The one common denominator to all the killing, injury and shooting is the illegal handgun. This is why sentences of this court must be exemplary and denounce such conduct. It is for these reasons the Court of Appeal and this court have repeatedly indicated denunciation and general deterrence must be paramount without ignoring the individual’s antecedents and prospects for rehabilitation. Those who import and traffic in firearms for profit provide the tools that cause the deaths, injuries and tragedy.
[44] Rehabilitation cannot be ignored as there is a real prospect that both Messrs. Allison and Cunningham can be rehabilitated.[^20] I am also cognizant of the principles set out in R. v. Priest,[^21] at p. 296 which are applicable:
[I]t is a well-established principle of sentencing laid down by this court that a first sentence of imprisonment should be as short as possible and tailored to the individual circumstances of the accused rather than solely for the purpose of general deterrence.

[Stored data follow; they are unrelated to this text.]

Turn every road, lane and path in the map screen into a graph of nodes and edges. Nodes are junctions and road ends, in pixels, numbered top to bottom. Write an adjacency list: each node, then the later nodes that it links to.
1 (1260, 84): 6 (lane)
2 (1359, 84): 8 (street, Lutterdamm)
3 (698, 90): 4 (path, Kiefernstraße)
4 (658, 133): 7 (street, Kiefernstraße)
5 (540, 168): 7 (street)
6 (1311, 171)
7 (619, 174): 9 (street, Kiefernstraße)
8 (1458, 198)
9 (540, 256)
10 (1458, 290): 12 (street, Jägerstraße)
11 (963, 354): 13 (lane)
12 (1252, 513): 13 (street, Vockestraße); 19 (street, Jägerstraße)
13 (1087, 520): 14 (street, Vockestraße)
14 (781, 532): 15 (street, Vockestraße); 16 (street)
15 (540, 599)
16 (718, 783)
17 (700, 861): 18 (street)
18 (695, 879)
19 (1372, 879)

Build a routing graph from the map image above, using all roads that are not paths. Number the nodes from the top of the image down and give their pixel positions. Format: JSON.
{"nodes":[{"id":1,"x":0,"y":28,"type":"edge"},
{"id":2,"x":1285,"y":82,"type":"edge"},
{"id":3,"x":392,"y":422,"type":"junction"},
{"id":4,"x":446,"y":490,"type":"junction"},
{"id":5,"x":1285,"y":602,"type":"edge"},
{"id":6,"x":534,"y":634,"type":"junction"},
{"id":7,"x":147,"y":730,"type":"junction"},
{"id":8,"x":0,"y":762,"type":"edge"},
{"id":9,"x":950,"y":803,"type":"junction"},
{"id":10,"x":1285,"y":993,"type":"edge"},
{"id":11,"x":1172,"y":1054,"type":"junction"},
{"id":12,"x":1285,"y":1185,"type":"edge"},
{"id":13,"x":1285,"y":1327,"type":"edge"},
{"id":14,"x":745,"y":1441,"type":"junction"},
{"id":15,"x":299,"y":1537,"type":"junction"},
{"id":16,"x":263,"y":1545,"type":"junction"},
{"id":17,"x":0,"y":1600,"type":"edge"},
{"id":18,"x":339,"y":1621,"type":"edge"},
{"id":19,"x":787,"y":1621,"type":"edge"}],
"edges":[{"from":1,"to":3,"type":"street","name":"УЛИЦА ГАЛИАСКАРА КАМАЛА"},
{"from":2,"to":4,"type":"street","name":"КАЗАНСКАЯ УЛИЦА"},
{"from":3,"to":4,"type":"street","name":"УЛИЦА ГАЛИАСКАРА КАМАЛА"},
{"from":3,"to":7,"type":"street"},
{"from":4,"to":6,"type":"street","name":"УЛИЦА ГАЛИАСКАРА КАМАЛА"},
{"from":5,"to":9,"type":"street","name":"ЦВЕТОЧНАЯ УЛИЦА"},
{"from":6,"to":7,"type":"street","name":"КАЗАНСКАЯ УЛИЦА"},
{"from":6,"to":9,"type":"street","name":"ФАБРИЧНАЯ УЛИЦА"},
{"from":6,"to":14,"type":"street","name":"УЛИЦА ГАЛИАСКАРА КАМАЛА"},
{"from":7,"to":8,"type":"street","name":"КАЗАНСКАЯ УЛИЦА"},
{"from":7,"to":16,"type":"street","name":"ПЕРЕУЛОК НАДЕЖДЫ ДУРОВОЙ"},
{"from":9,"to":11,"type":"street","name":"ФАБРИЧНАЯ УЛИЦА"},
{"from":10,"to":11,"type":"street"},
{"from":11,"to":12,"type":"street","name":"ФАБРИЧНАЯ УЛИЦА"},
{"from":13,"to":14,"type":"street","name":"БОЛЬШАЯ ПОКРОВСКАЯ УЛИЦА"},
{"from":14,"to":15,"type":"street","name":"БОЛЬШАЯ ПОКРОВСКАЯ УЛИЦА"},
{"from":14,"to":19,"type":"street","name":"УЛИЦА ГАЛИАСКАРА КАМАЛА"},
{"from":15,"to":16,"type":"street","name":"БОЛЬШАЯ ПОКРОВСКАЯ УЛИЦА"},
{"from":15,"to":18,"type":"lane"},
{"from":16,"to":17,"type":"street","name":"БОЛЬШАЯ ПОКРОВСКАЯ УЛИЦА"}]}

[45] I am also mindful of the fact that this would be the first visit to the penitentiary for both Messrs. Allison and Cunningham and of the direction of Rosenberg J.A. in R. v. Borde,[^22]that a “first penitentiary sentence should be as short as possible”. This is a first jail sentence of any significance for either Mr. Allison or Mr. Cunningham. That said, the jump principle is not applicable due to the severity of the offences.
[46] Another important legal principle to consider is that of totality. As stated by McMahon J. in R. v. Poyser, “I must consider all the offences in totality and the circumstances to determine what a fair and fit global sentence would be. It is not a process of adding up appropriate sentences of individual counts, which would result in error. See R. v. M. (C.A.), [1996] 1 S.C.R. 500 at pages 531, 532.”
[47] Lastly, with respect to Mr. Allison, I have considered that he was engaged in the narcotics business for four to five years when the business was expanded to trafficking firearms. The narcotics business is connected to the firearms trafficking business. It was the same criminal organization that was the vehicle for both with Biggs in the U.S.A. Money and narcotics were moved between Canada and the U.S.A., similar to the arrangement made for trafficking in firearms. There was an unbroken pattern of conduct as the movement of narcotics continued but expanded to include firearms. There is no unfairness to Mr. Allison in considering this evidence. Mr. Allison testified. He suggested that he was in the narcotics business and not in the firearms business, although he wanted to be. I found otherwise.
[48] In all of the circumstances, I find that the appropriate sentence is a global one of 6 years for Mr. Allison and 9 years for Mr. Cunningham. Messrs. Allison and Cunningham are entitled to a reduction in sentence pursuant to Summers[^23] and Downes.[^24]
The Summers Credit
[49] Messrs. Allison and Cunningham will be given credit for time spent in pre-sentence custody in accordance with s. 719(3.1) of the Criminal Code and Summers.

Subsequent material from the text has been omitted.